WHAT THIS TASK INVOLVES: Your answer should be one number: how many lines below have the word "Satu".

SOURCE RECORDS:
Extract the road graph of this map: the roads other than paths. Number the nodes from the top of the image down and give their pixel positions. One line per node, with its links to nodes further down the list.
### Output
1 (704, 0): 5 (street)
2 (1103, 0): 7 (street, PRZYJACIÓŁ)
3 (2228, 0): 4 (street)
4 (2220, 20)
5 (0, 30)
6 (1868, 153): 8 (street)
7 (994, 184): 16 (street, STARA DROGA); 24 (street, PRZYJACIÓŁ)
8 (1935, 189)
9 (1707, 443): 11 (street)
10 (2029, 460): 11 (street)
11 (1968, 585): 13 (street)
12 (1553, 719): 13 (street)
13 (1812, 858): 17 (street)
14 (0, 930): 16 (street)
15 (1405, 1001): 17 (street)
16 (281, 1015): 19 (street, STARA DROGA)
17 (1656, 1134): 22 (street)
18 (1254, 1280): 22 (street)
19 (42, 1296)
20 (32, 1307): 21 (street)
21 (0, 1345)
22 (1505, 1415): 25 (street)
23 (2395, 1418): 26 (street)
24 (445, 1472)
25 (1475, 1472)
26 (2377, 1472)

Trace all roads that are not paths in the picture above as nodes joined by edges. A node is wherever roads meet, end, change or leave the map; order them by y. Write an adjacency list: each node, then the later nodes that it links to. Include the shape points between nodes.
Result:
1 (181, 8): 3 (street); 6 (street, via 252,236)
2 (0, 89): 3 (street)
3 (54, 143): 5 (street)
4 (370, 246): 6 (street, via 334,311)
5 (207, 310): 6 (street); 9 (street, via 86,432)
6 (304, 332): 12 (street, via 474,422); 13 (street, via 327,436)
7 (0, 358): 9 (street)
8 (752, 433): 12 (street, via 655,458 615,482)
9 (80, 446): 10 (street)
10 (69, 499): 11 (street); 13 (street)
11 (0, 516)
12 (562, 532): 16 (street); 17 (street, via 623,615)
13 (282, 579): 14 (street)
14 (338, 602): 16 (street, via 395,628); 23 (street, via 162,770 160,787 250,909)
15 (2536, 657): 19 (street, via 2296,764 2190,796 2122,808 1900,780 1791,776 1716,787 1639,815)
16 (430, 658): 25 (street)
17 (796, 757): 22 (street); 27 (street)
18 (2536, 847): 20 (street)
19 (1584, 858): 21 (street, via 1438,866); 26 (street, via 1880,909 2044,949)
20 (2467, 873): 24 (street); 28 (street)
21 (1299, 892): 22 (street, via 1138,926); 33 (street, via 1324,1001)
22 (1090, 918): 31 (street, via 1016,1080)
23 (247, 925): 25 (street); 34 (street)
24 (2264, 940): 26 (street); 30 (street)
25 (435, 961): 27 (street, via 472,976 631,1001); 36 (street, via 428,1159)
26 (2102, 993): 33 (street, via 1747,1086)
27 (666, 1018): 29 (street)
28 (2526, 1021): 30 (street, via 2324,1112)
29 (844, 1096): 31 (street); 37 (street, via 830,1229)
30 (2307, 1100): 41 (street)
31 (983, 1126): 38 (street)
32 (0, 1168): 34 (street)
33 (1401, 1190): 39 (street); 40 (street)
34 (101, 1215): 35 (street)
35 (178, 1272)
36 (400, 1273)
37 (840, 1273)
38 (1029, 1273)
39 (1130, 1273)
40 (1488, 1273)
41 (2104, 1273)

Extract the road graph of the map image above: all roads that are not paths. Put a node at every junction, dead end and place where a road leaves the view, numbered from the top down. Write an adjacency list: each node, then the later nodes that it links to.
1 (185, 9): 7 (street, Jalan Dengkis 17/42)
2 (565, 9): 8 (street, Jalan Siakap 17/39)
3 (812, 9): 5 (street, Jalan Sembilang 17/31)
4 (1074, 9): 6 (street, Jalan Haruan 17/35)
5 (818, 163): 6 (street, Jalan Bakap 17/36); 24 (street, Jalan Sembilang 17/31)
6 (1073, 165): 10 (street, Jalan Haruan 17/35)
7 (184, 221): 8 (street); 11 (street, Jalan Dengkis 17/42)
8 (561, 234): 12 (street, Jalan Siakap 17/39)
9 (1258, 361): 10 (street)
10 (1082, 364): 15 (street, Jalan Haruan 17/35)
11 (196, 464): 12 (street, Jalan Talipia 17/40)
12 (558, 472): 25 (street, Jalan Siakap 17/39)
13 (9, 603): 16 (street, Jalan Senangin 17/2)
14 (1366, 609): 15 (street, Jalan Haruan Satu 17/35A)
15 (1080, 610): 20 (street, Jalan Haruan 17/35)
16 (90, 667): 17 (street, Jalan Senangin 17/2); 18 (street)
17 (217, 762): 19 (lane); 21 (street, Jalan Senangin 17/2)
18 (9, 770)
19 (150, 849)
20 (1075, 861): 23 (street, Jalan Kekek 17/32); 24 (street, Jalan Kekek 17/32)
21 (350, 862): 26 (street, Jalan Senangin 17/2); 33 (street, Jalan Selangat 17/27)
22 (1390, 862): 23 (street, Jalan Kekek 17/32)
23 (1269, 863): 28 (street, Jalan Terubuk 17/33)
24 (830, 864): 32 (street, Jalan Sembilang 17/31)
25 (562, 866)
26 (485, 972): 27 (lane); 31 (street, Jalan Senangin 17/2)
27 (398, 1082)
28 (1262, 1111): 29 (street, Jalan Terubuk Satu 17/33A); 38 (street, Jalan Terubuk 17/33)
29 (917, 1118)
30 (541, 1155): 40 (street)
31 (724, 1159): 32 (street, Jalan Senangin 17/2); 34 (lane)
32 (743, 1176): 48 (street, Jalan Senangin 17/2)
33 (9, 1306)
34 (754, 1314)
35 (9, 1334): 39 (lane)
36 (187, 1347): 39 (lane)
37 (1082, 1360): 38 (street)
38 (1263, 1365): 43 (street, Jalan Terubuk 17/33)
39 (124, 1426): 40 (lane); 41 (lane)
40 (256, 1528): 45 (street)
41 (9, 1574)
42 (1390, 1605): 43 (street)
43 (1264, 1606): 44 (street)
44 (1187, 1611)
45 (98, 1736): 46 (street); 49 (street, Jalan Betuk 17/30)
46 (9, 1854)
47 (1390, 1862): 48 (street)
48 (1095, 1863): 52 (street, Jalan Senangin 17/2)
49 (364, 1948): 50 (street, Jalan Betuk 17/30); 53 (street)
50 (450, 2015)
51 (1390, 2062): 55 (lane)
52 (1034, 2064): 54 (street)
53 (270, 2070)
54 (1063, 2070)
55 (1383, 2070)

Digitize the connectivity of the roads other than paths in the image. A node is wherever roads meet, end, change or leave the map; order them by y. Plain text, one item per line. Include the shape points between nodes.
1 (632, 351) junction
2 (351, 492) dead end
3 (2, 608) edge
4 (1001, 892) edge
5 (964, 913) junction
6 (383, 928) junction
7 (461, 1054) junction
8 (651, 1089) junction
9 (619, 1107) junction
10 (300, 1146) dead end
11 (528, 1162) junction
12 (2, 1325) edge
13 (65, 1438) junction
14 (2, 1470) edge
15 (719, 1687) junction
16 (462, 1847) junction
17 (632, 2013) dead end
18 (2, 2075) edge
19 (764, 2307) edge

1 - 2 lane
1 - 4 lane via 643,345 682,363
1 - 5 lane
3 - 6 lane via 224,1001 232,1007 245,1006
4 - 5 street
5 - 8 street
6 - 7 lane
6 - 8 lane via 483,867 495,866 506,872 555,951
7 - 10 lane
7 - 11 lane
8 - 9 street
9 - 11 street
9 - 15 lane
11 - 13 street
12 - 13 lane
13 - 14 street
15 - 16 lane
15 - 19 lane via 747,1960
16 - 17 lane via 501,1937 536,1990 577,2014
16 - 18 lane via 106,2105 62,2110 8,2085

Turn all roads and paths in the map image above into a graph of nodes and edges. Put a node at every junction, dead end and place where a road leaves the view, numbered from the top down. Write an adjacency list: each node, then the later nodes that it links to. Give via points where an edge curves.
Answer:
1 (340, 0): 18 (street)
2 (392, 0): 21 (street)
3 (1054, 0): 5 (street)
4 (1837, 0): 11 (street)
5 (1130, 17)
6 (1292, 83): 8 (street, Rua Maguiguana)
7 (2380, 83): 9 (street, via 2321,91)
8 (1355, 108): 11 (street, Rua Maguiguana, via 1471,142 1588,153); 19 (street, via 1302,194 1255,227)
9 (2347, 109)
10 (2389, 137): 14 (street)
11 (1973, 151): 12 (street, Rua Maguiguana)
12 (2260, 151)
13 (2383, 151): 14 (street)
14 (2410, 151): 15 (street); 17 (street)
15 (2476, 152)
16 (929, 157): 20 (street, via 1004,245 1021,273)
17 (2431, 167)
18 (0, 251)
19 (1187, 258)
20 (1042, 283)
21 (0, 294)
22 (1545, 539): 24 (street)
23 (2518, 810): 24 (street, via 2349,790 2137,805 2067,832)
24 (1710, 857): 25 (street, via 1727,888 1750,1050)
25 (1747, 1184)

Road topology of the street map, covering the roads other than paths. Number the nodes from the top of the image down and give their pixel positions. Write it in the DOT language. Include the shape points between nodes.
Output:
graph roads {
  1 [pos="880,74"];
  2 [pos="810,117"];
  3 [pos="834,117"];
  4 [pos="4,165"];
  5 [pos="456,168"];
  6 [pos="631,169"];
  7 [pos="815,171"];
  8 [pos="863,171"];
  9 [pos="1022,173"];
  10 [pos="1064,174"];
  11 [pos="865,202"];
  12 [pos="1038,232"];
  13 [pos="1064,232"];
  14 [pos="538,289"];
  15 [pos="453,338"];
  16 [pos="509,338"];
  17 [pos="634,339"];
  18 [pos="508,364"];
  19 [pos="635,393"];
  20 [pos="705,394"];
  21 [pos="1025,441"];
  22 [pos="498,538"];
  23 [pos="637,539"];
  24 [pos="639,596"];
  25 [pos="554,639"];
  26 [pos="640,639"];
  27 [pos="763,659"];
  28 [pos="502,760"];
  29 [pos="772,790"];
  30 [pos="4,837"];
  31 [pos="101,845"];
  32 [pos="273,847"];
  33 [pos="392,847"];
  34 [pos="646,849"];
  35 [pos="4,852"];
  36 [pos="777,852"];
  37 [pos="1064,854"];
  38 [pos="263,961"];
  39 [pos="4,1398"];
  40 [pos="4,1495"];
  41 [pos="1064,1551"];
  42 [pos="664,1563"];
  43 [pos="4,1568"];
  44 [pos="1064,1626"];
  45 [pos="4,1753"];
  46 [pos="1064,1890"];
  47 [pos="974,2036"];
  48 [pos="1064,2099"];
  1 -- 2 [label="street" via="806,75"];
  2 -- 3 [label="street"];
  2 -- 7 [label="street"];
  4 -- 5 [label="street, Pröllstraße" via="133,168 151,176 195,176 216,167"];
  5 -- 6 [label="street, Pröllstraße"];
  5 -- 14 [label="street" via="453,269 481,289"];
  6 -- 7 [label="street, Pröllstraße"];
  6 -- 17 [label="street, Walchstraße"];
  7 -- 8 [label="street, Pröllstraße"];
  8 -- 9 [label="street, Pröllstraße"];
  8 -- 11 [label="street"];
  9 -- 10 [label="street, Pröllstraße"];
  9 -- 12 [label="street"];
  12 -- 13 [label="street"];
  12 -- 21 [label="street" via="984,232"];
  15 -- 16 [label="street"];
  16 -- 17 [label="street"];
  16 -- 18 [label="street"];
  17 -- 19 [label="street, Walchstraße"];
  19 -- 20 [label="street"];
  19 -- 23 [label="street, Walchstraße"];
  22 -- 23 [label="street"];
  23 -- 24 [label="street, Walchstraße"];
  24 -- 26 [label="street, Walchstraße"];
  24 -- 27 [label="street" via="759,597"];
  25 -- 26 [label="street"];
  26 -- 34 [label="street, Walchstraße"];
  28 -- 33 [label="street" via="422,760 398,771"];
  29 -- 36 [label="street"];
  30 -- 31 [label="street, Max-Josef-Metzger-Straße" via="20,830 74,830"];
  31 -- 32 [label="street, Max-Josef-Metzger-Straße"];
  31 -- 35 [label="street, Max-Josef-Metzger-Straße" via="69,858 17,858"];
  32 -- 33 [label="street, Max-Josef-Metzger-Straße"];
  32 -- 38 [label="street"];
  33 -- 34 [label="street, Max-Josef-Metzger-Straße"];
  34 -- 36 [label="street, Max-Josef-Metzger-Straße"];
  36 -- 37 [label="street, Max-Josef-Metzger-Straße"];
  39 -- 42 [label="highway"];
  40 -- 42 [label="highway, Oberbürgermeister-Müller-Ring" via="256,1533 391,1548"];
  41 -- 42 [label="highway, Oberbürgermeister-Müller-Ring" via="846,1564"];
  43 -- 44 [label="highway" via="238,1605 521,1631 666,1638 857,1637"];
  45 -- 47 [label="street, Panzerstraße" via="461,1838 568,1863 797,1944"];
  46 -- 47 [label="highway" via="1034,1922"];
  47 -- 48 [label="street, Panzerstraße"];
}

EXERCISE RESPONSE: 2